Exercise: Whenever a line in the data below includes the string "roads", copy it out.

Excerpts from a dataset
● ● ● ●

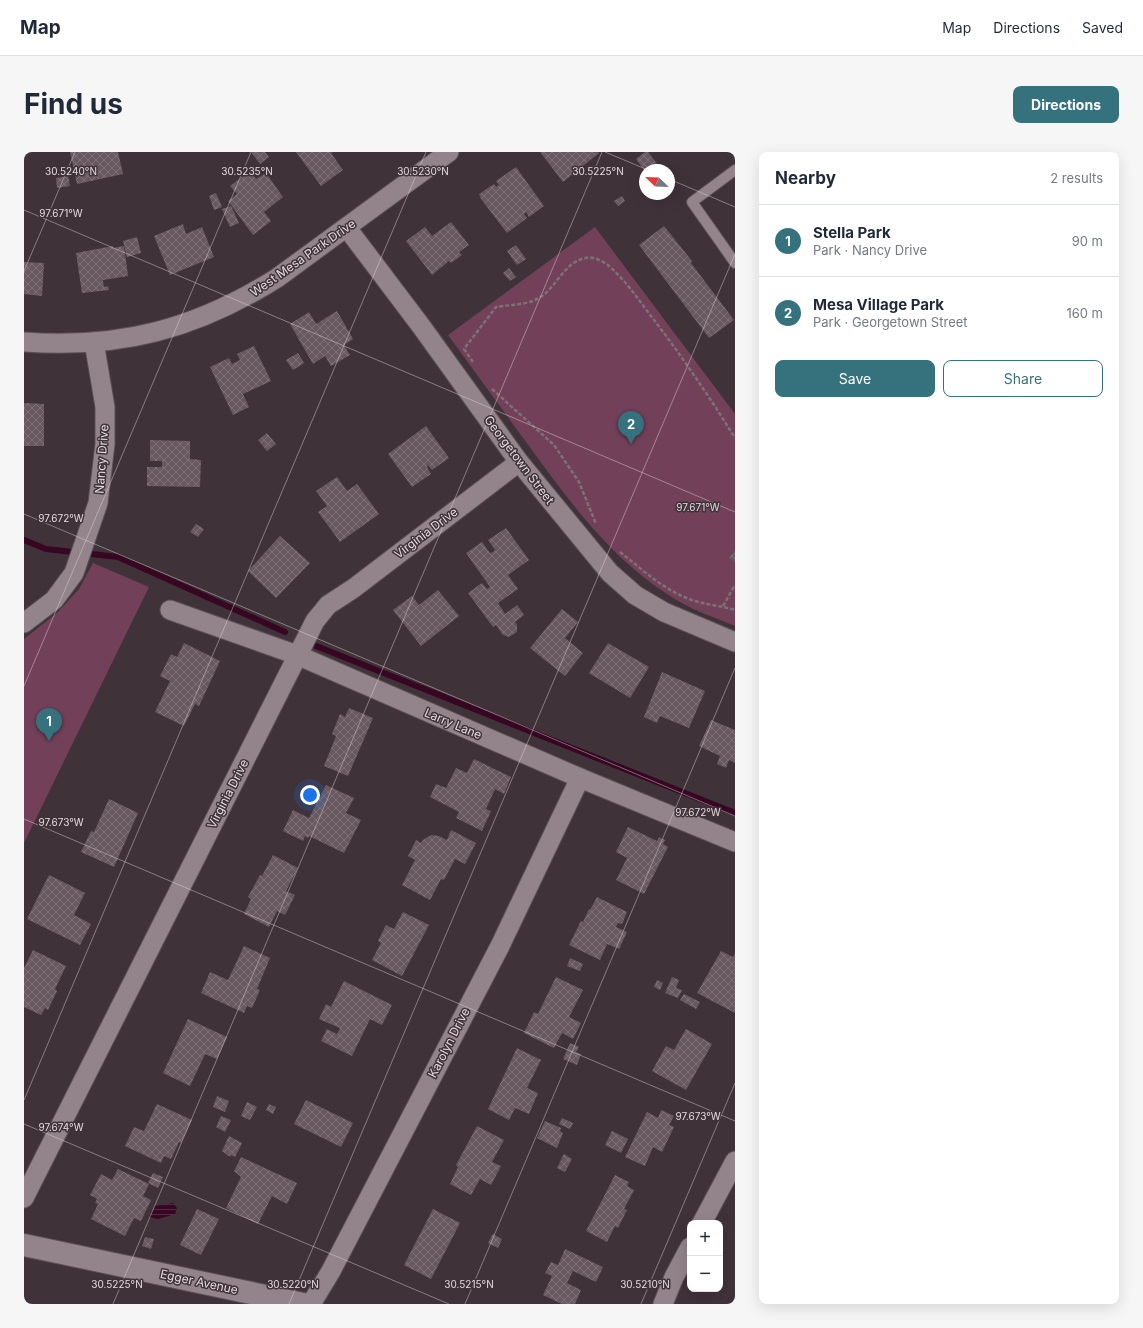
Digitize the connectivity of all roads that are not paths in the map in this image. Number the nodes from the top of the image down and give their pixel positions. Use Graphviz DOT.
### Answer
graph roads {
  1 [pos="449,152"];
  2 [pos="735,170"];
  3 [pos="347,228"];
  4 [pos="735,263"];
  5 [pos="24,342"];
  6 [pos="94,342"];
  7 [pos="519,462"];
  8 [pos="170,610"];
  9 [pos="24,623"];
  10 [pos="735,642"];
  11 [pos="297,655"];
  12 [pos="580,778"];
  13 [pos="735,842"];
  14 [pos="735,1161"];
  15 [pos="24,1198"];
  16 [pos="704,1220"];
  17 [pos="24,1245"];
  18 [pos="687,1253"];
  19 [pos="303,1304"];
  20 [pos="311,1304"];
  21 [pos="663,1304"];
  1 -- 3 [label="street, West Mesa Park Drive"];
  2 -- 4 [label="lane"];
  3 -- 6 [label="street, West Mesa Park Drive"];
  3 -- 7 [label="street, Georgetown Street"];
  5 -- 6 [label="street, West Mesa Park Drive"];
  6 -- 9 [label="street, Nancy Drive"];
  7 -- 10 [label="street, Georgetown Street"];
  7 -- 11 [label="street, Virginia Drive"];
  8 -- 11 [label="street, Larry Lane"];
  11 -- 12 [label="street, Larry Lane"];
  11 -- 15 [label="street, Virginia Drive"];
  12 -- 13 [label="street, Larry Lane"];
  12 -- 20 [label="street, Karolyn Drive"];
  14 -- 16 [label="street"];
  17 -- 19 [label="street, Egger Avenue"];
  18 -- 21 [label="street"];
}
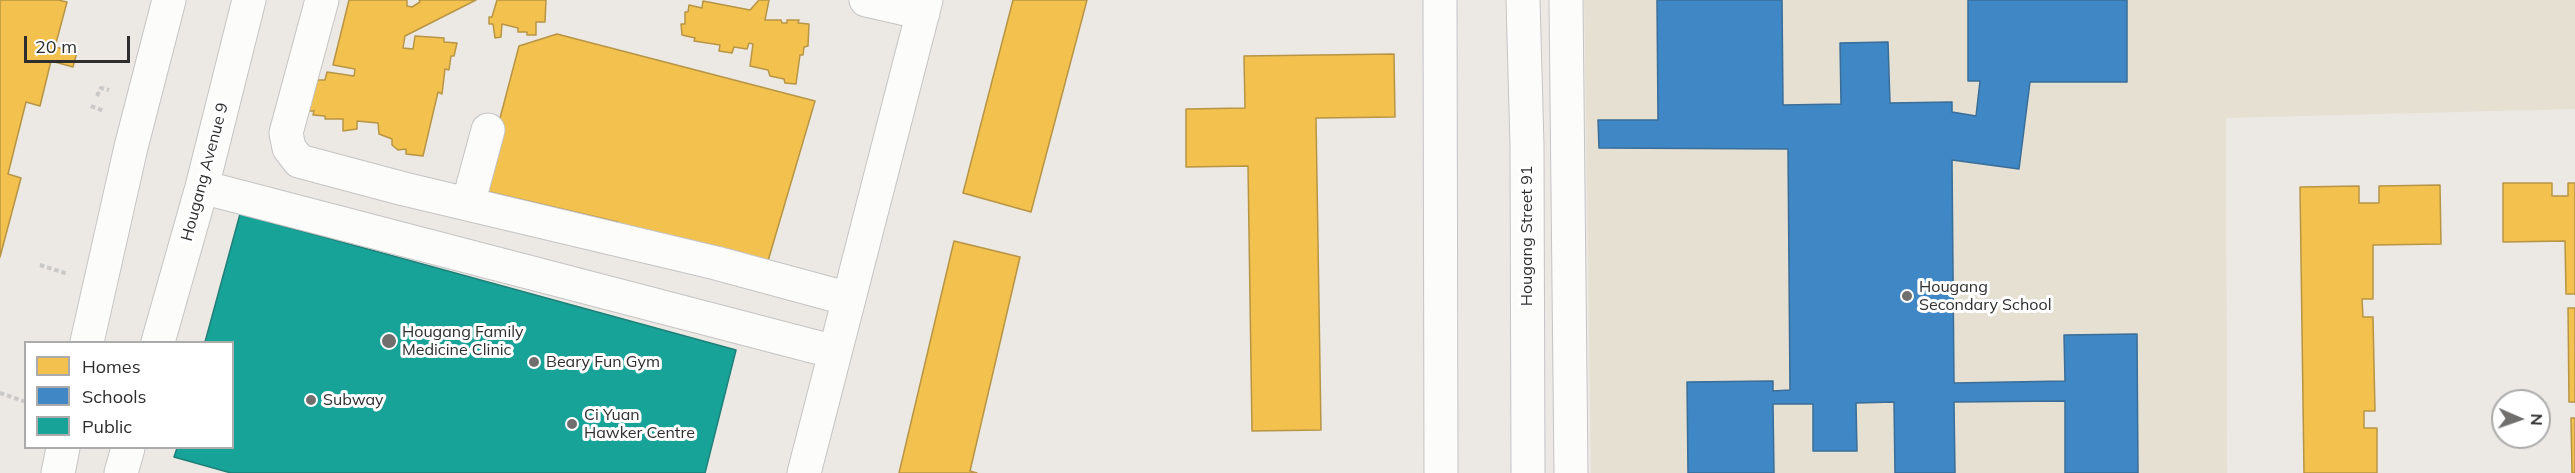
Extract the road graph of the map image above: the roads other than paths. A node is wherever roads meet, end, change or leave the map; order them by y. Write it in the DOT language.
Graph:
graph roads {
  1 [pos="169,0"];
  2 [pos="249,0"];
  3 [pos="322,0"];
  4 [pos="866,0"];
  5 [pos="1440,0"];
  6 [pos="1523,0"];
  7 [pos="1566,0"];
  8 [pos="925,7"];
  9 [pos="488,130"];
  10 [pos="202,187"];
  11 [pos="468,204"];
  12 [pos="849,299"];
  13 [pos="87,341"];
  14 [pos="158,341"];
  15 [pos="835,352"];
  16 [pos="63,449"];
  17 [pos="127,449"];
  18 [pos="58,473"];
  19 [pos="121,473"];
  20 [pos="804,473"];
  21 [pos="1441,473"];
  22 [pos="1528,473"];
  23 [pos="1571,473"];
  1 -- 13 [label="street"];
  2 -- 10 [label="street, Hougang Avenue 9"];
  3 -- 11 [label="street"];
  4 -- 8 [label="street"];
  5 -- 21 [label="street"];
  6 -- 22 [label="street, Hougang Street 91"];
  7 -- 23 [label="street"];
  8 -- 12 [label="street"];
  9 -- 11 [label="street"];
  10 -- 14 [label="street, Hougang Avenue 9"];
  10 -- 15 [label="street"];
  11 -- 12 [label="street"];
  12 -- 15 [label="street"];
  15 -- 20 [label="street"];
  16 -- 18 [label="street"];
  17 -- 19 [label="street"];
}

● ● ● ●

Response area:
Digitize the connectivity of all roads that are not paths in the map in this image. Number the nodes from the top of the image down and give their pixel positions. Use Graphviz DOT.
graph roads {
Extract the road graph of the map image above: the roads other than paths. A node is wherever roads meet, end, change or leave the map; order them by y. Write it in the DOT language.
graph roads {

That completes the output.